### What to work on
Write out all of the records exactly once more and skip the images.

══ Listed records

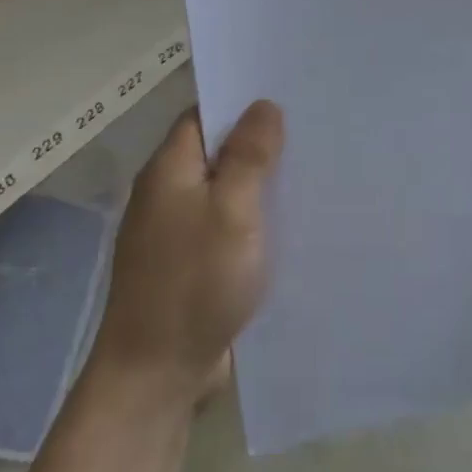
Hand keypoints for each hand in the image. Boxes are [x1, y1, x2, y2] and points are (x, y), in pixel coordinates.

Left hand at [86, 101, 284, 406]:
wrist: (158, 373)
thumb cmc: (195, 283)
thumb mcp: (231, 212)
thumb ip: (248, 157)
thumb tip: (262, 106)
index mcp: (168, 172)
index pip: (203, 117)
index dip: (241, 105)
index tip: (288, 99)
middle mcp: (167, 197)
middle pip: (215, 155)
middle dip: (259, 146)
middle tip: (314, 135)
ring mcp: (177, 235)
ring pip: (224, 195)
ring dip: (260, 188)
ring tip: (314, 174)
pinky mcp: (192, 268)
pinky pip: (227, 231)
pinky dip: (254, 225)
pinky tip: (293, 227)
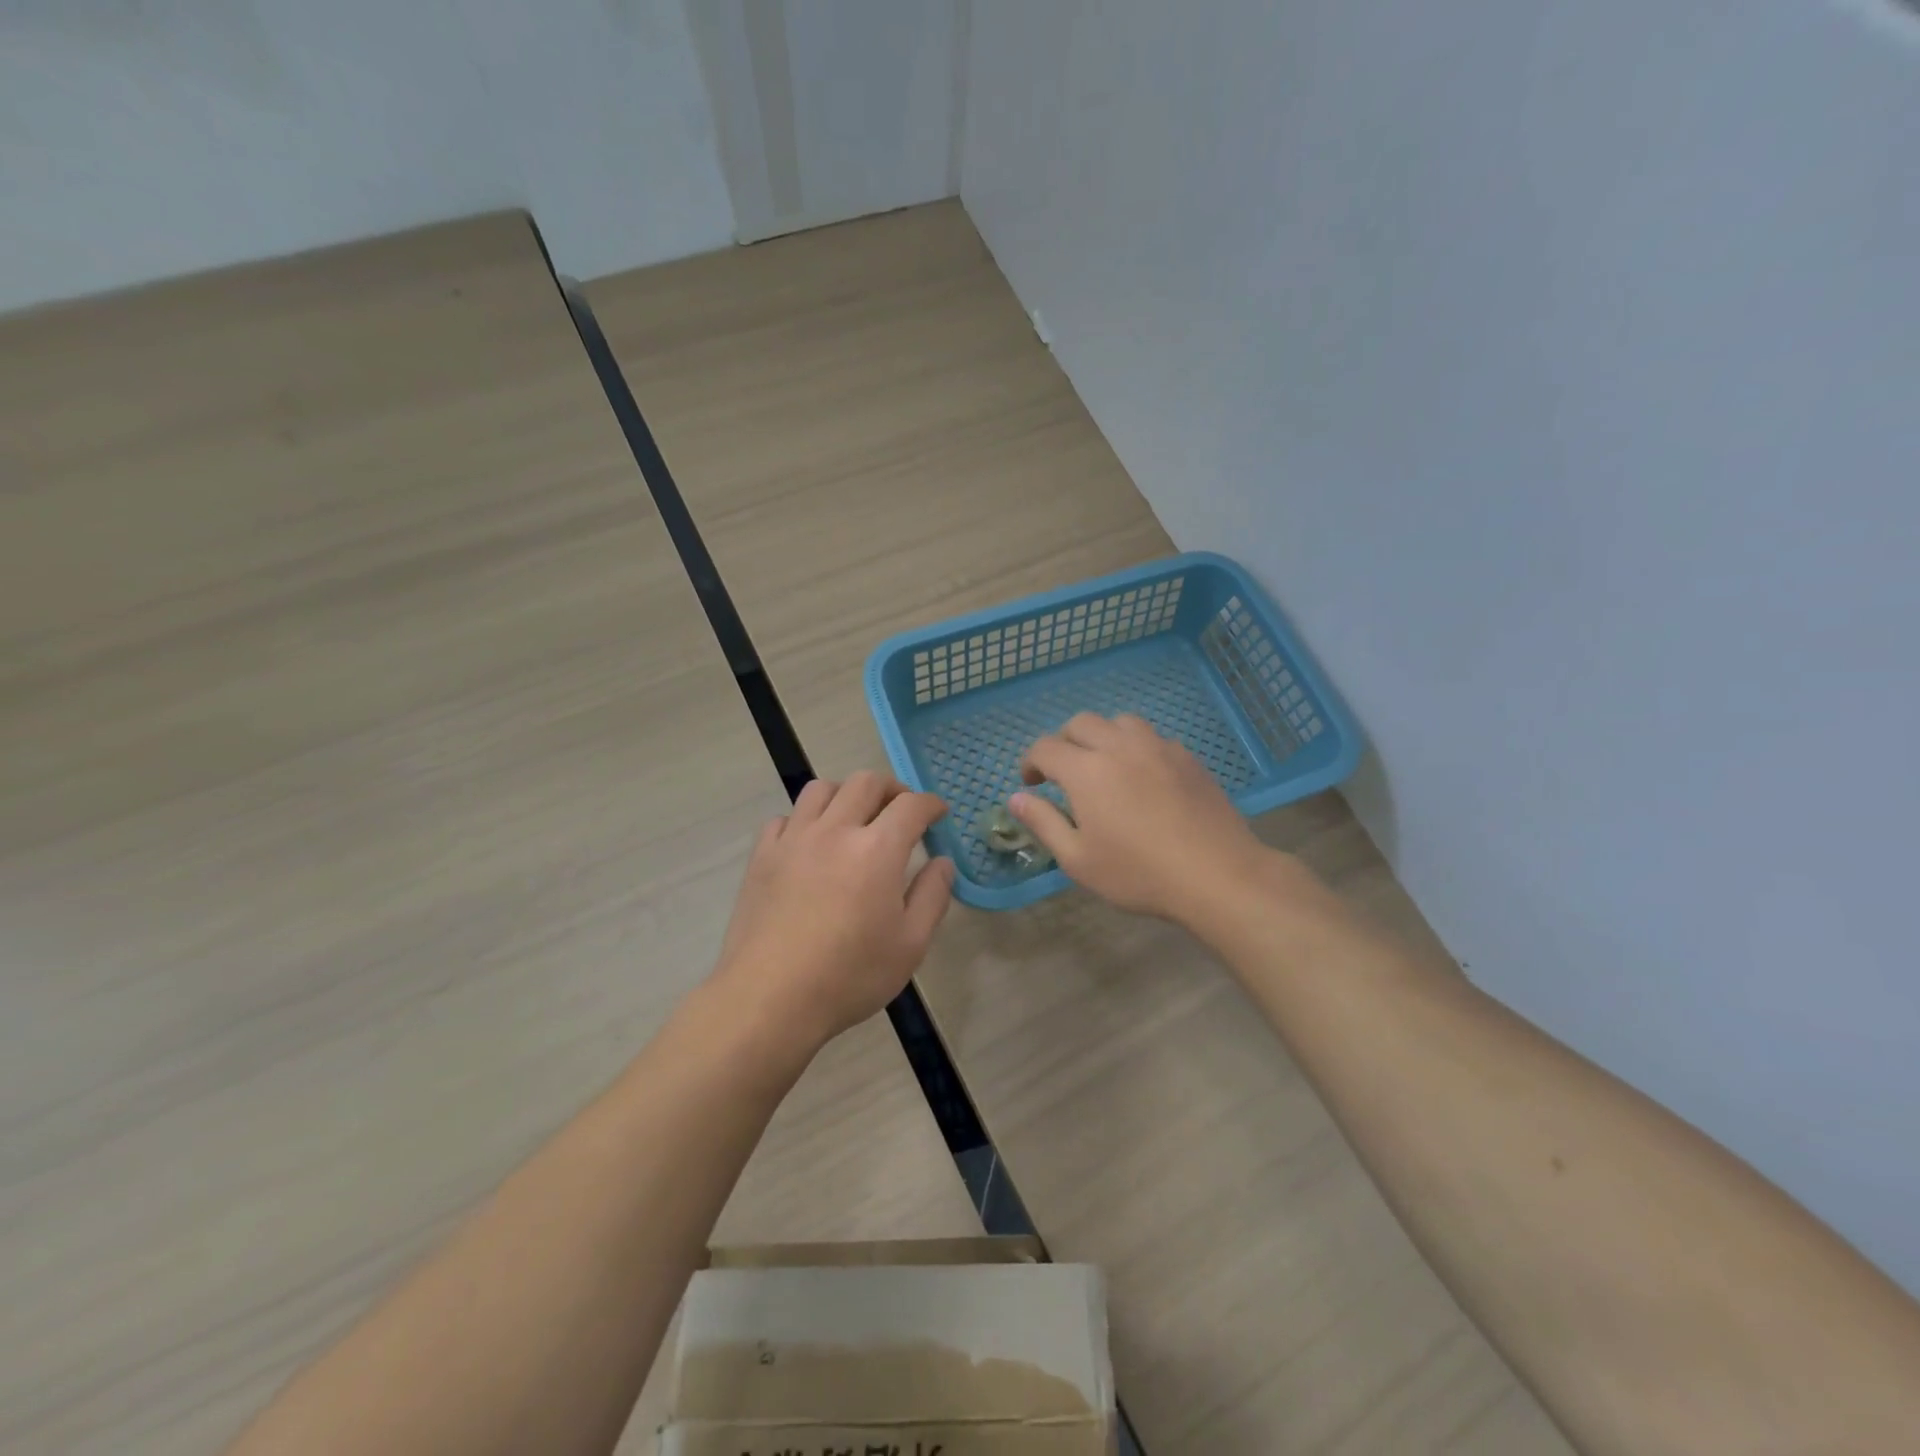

════

### Reply
Hand keypoints for each hand in the image. Boxes are [x1, y1, x2, y2] and points are (x, y), in pixel coordinates.

Left hand at [86, 101, 284, 406]:
wrist: (158, 373)
thumb cmc: (195, 283)
thumb mcp: (231, 212)
thumb ip: (248, 157)
thumb tip: (262, 106)
index mcp: (168, 172)
index pip: (203, 117)
index dip: (241, 105)
index tip: (288, 99)
middle mcp: (167, 197)
middle pip: (215, 155)
middle dip: (259, 146)
middle tip: (314, 135)
ring mcp: (177, 235)
ring pip: (224, 195)
ring dip: (260, 188)
ring tip: (314, 174)
pinky mcp: (192, 268)
pinky pip: (227, 231)
pinky dip: (254, 225)
pinky tip: (293, 227)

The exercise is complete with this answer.